Shin Jeonghee, Lee Jin A, Oh Sohee, Lee Eun Hee, Choi Byung Min
Department of Pediatrics, Korea University College of Medicine, Seoul, South Korea.
Department of Pediatrics, Seoul National University Boramae Hospital, Seoul, South Korea.
Front Pediatr. 2021 Oct 6;9:729329. doi: 10.3389/fped.2021.729329. eCollection 2021.
Although symptomatic treatment is the most preferred treatment strategy for proven symptomatic patent ductus arteriosus (PDA), a considerable number of infants only received conservative treatment without any pharmacological or surgical interventions in the lower gestational age and lower birth weight group in Korea. We compared in-hospital outcomes of infants treated conservatively without any intervention and those of infants managed by other therapeutic strategies in extremely preterm infants with symptomatic PDA. A prospectively collected cohort study for 2,303 infants with gestational ages <28 weeks from the Korean Neonatal Network database. These infants were classified into four groups according to the presence of PDA-related symptoms and therapeutic treatment strategy: prophylactic treatment group, pre-symptomatic treatment (PST) group, symptomatic treatment (ST) group, and conservative treatment (CT) without any intervention group. In multivariable logistic regression analysis, the risk of death was significantly decreased in the PST group (adjusted odds ratio [aOR] = 0.507; 95% confidence interval [CI] 0.311-0.826) and ST group (aOR = 0.349; 95% CI: 0.230-0.529) compared with the CT group.

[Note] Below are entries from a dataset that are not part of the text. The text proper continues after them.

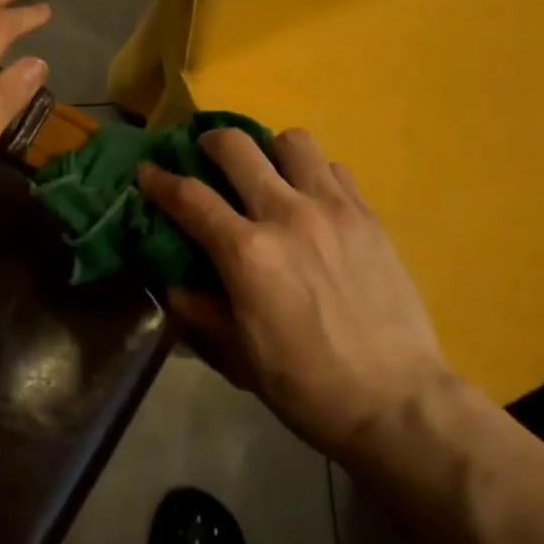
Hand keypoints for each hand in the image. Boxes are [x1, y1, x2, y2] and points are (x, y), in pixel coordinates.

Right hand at [138, 129, 450, 460]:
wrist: (396, 401)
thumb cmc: (307, 386)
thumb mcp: (237, 356)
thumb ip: (200, 310)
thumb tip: (174, 282)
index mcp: (247, 253)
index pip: (189, 196)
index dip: (159, 180)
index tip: (147, 171)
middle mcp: (286, 215)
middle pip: (237, 147)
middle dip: (210, 142)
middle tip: (206, 155)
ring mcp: (333, 209)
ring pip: (293, 142)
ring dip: (269, 150)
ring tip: (267, 173)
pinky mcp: (368, 215)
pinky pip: (335, 168)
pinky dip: (314, 173)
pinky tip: (312, 199)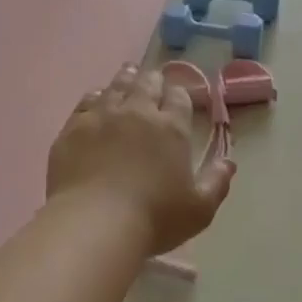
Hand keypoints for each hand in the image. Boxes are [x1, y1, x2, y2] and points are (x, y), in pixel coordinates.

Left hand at [47, 64, 234, 255]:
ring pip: (116, 85)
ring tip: (129, 76)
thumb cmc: (154, 219)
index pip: (179, 96)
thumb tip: (229, 162)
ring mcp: (102, 116)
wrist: (93, 225)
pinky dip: (96, 96)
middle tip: (153, 84)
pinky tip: (97, 99)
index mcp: (171, 128)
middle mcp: (138, 112)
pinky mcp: (72, 128)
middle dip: (153, 81)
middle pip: (147, 83)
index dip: (180, 94)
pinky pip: (87, 101)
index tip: (179, 99)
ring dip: (126, 79)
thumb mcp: (199, 209)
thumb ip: (217, 182)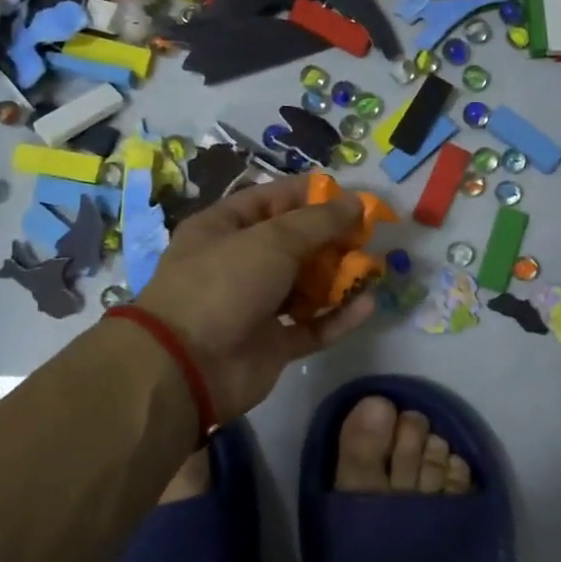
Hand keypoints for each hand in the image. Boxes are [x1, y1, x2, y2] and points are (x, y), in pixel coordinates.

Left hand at [138, 175, 376, 421]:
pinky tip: (367, 305)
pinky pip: (311, 326)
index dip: (312, 195)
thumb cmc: (224, 283)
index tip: (353, 197)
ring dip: (339, 277)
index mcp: (225, 228)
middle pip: (294, 243)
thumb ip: (319, 221)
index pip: (273, 199)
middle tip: (369, 236)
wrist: (186, 366)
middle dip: (332, 238)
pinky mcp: (272, 344)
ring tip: (374, 269)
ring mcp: (255, 306)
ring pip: (306, 285)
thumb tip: (357, 202)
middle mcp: (239, 263)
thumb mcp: (272, 240)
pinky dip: (337, 317)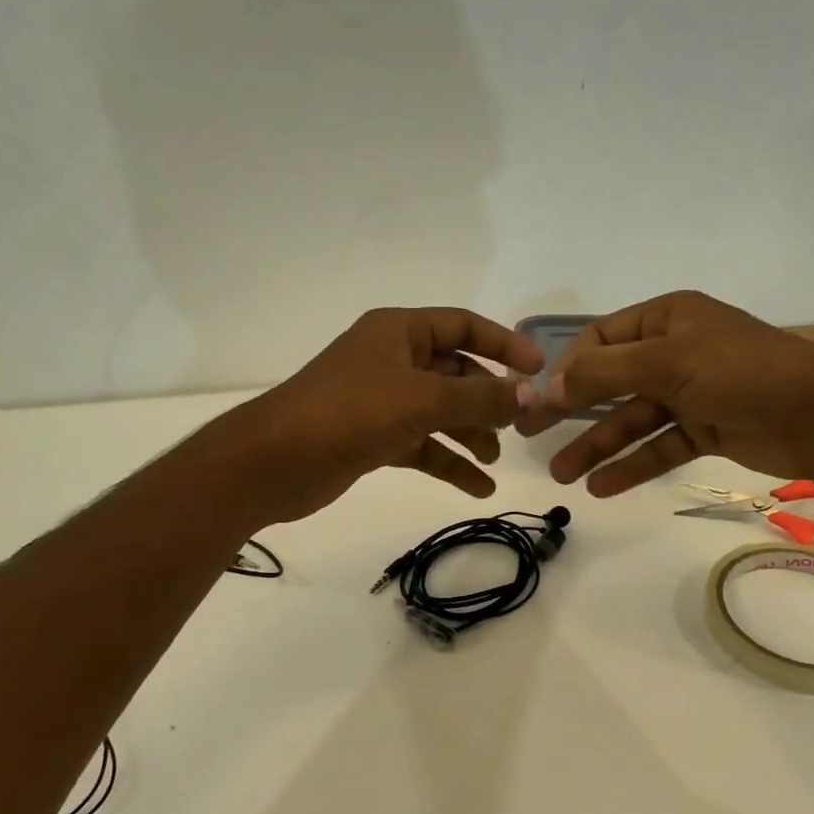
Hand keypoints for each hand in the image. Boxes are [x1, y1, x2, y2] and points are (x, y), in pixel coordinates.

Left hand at [224, 307, 545, 522]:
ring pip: (440, 411)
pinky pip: (423, 444)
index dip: (504, 343)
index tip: (539, 369)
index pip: (463, 326)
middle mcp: (392, 360)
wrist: (274, 462)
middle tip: (518, 425)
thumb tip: (528, 396)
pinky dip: (448, 462)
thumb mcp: (423, 399)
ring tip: (494, 460)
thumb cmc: (350, 413)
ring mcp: (382, 400)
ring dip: (470, 433)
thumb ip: (480, 397)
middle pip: (455, 372)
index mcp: (400, 332)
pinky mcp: (373, 437)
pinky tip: (477, 487)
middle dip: (487, 398)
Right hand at [514, 290, 813, 494]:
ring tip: (562, 475)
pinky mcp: (705, 429)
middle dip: (572, 410)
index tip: (541, 398)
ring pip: (632, 419)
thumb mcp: (666, 361)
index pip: (601, 339)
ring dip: (597, 446)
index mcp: (666, 319)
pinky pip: (658, 446)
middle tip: (530, 434)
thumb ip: (603, 373)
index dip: (568, 367)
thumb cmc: (739, 371)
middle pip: (610, 382)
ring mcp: (690, 393)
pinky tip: (601, 487)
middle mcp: (674, 352)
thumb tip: (549, 387)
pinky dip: (632, 465)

However, the risk of composite outcome of severe bronchopulmonary dysplasia or death had not increased in the PST group and ST group. Neonatal death due to pulmonary hemorrhage or neurological disease was significantly higher in the CT group than in the PST group or ST group. In extremely preterm infants, who are at highest risk of PDA-related morbidities and mortality, even less interventional approach for PDA can be allowed; the rescued pharmacological or surgical interventions are necessary if they met the criteria for hemodynamically significant PDA.

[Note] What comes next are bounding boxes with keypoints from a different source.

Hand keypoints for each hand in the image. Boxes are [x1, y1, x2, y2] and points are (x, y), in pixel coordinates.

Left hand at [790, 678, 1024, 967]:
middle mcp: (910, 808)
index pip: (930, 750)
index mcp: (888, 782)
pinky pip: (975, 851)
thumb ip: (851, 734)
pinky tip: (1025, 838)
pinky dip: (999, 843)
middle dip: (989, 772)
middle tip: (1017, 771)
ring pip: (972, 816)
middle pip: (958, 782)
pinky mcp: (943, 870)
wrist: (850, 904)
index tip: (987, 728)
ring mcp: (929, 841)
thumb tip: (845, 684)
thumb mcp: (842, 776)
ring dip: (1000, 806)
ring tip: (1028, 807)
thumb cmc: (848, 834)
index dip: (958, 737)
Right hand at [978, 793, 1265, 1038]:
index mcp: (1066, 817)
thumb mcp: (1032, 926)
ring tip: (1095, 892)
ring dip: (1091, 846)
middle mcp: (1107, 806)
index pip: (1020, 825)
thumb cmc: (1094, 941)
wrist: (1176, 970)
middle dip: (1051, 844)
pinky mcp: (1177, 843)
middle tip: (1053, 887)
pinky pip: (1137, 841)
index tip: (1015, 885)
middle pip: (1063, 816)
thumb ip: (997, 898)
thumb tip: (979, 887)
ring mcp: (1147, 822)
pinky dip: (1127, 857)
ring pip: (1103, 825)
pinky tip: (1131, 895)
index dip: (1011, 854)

尽管对症治疗是已证实有症状的动脉导管未闭(PDA)最优选的治疗策略,但在韩国,相当数量的低胎龄和低出生体重组婴儿仅接受了保守治疗,未进行任何药物或手术干预。我们比较了在有症状PDA的极早产儿中,未经任何干预接受保守治疗的婴儿与采用其他治疗策略的婴儿的住院结局。对来自韩国新生儿网络数据库的2303例胎龄<28周的婴儿进行了一项前瞻性队列研究。这些婴儿根据是否存在PDA相关症状和治疗策略分为四组:预防性治疗组、症状前治疗(PST)组、对症治疗(ST)组和无任何干预的保守治疗(CT)组。在多变量逻辑回归分析中,与CT组相比,PST组(调整后的优势比[aOR]=0.507;95%置信区间[CI]0.311 - 0.826)和ST组(aOR = 0.349;95%CI:0.230 - 0.529)的死亡风险显著降低。然而,PST组和ST组严重支气管肺发育不良或死亡的复合结局风险并未增加。CT组因肺出血或神经疾病导致的新生儿死亡显著高于PST组或ST组。在与PDA相关的发病率和死亡率风险最高的极早产儿中,甚至可以允许对PDA采取更少的干预方法;如果符合血流动力学显著PDA的标准,则需要进行挽救性的药物或手术干预。